INFORMATION PROVIDED:
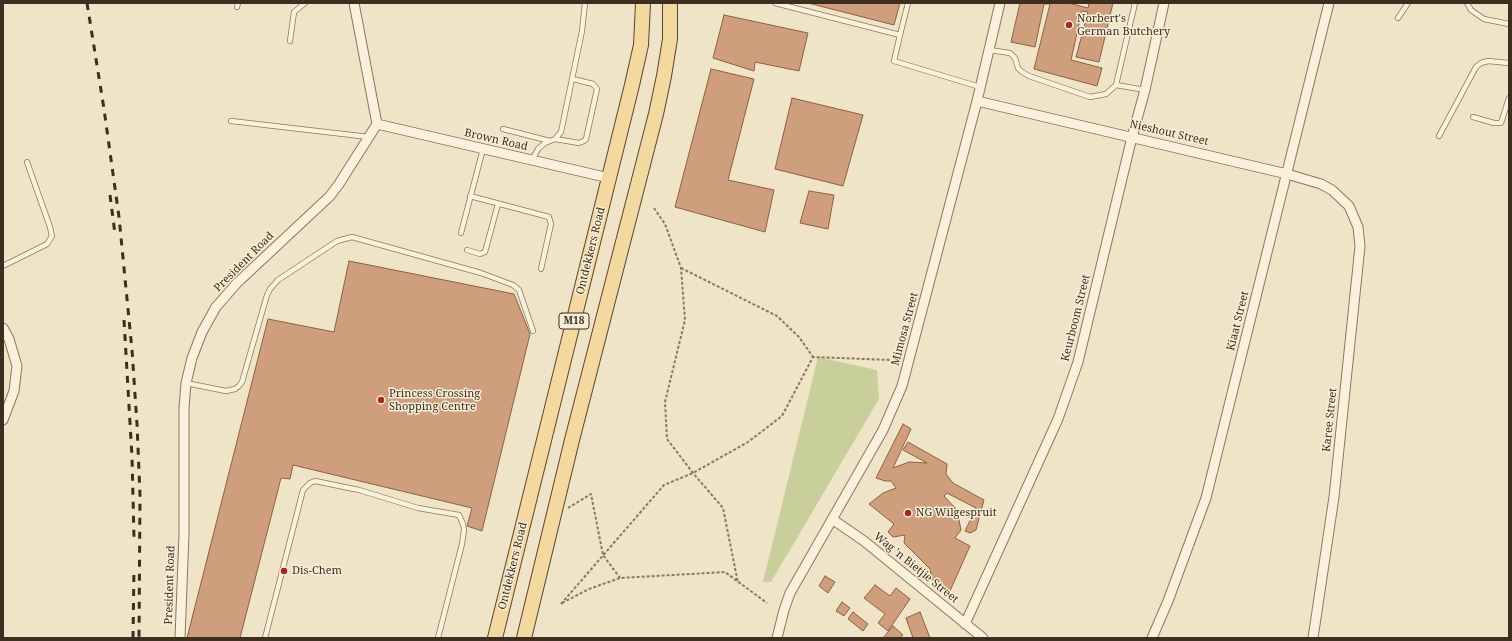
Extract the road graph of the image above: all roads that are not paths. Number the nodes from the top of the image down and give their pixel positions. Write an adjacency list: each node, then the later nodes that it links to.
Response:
1 (305, 3): 17 (lane)
2 (354, 3): 28 (street)
3 (584, 3): 20 (lane)
4 (643, 3): 39 (main road, Ontdekkers Road / M18)
5 (670, 3): 57 (main road, M18)
6 (775, 3): 16 (lane)
7 (908, 3): 16 (lane)
8 (1000, 3): 18 (street, Mimosa Street)
9 (1135, 3): 21 (lane)
10 (1164, 3): 23 (street, Keurboom Street)
11 (1329, 3): 38 (street, Kiaat Street)
12 (1408, 3): 14 (lane)
13 (1467, 3): 15 (lane)
14 (1398, 18)
15 (1509, 24)
16 (900, 35): 22 (lane)
17 (290, 41)
18 (989, 50): 21 (lane); 22 (street, Mimosa Street)
19 (1509, 63): 30 (lane)
20 (573, 79): 33 (lane); 33 (lane)
21 (1116, 85): 23 (lane)
22 (980, 87): 25 (street, Mimosa Street)
23 (1145, 90): 32 (street, Keurboom Street)
24 (1509, 98): 26 (lane)
25 (977, 101): 32 (street, Nieshout Street); 51 (street, Mimosa Street)
26 (1473, 117)
27 (231, 122): 31 (lane)
28 (377, 124): 31 (street, President Road); 35 (street, Brown Road)
29 (504, 129): 34 (lane)
30 (1439, 136)
31 (369, 137): 49 (street, President Road)
32 (1132, 137): 38 (street, Nieshout Street); 52 (street, Keurboom Street)
33 (555, 139): 34 (lane)
34 (550, 141): 36 (lane)
35 (483, 149): 36 (street, Brown Road); 40 (lane)
36 (532, 160): 39 (street, Brown Road)
37 (27, 162): 45 (lane)
38 (1287, 174): 42 (street, Nieshout Street); 60 (street, Kiaat Street)
39 (609, 178): 56 (main road, Ontdekkers Road / M18)
40 (470, 196): 41 (lane); 43 (lane)
41 (498, 204): 44 (lane); 46 (lane)
42 (1349, 206): 61 (street, Karee Street)
43 (461, 233)
44 (467, 250)
45 (3, 266)
46 (541, 269)
47 (3, 328): 50 (street)
48 (533, 331): 49 (lane)
49 (186, 383): 53 (street, President Road)
50 (3, 420)
51 (832, 519): 52 (street, Wag 'n Bietjie Street); 58 (street, Mimosa Street)
52 (965, 624): 59 (street, Wag 'n Bietjie Street)
53 (180, 638)
54 (265, 638): 55 (lane)
55 (438, 638)
56 (495, 638)
57 (524, 638)
58 (777, 638)
59 (983, 638)
60 (1152, 638)
61 (1313, 638)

TASK INSTRUCTIONS:
Please set down the whole listing above exactly and skip every picture.

TASK RESPONSE:
Extract the road graph of the image above: all roads that are not paths. Number the nodes from the top of the image down and give their pixel positions. Write an adjacency list: each node, then the later nodes that it links to.
Response:
1 (305, 3): 17 (lane)
2 (354, 3): 28 (street)
3 (584, 3): 20 (lane)
4 (643, 3): 39 (main road, Ontdekkers Road / M18)
5 (670, 3): 57 (main road, M18)
6 (775, 3): 16 (lane)
7 (908, 3): 16 (lane)
8 (1000, 3): 18 (street, Mimosa Street)
9 (1135, 3): 21 (lane)
10 (1164, 3): 23 (street, Keurboom Street)
11 (1329, 3): 38 (street, Kiaat Street)
12 (1408, 3): 14 (lane)
13 (1467, 3): 15 (lane)
14 (1398, 18)
15 (1509, 24)
16 (900, 35): 22 (lane)
17 (290, 41)
18 (989, 50): 21 (lane); 22 (street, Mimosa Street)
19 (1509, 63): 30 (lane)
20 (573, 79): 33 (lane); 33 (lane)
21 (1116, 85): 23 (lane)
22 (980, 87): 25 (street, Mimosa Street)
23 (1145, 90): 32 (street, Keurboom Street)
24 (1509, 98): 26 (lane)
25 (977, 101): 32 (street, Nieshout Street); 51 (street, Mimosa Street)
26 (1473, 117)
27 (231, 122): 31 (lane)
28 (377, 124): 31 (street, President Road); 35 (street, Brown Road)
29 (504, 129): 34 (lane)
30 (1439, 136)
31 (369, 137): 49 (street, President Road)
32 (1132, 137): 38 (street, Nieshout Street); 52 (street, Keurboom Street)
33 (555, 139): 34 (lane)
34 (550, 141): 36 (lane)
35 (483, 149): 36 (street, Brown Road); 40 (lane)
36 (532, 160): 39 (street, Brown Road)
37 (27, 162): 45 (lane)
38 (1287, 174): 42 (street, Nieshout Street); 60 (street, Kiaat Street)
39 (609, 178): 56 (main road, Ontdekkers Road / M18)
40 (470, 196): 41 (lane); 43 (lane)
41 (498, 204): 44 (lane); 46 (lane)
42 (1349, 206): 61 (street, Karee Street)
43 (461, 233)
44 (467, 250)
45 (3, 266)
46 (541, 269)
47 (3, 328): 50 (street)
48 (533, 331): 49 (lane)
49 (186, 383): 53 (street, President Road)
50 (3, 420)
51 (832, 519): 52 (street, Wag 'n Bietjie Street); 58 (street, Mimosa Street)
52 (965, 624): 59 (street, Wag 'n Bietjie Street)
53 (180, 638)
54 (265, 638): 55 (lane)
55 (438, 638)
56 (495, 638)
57 (524, 638)
58 (777, 638)
59 (983, 638)
60 (1152, 638)
61 (1313, 638)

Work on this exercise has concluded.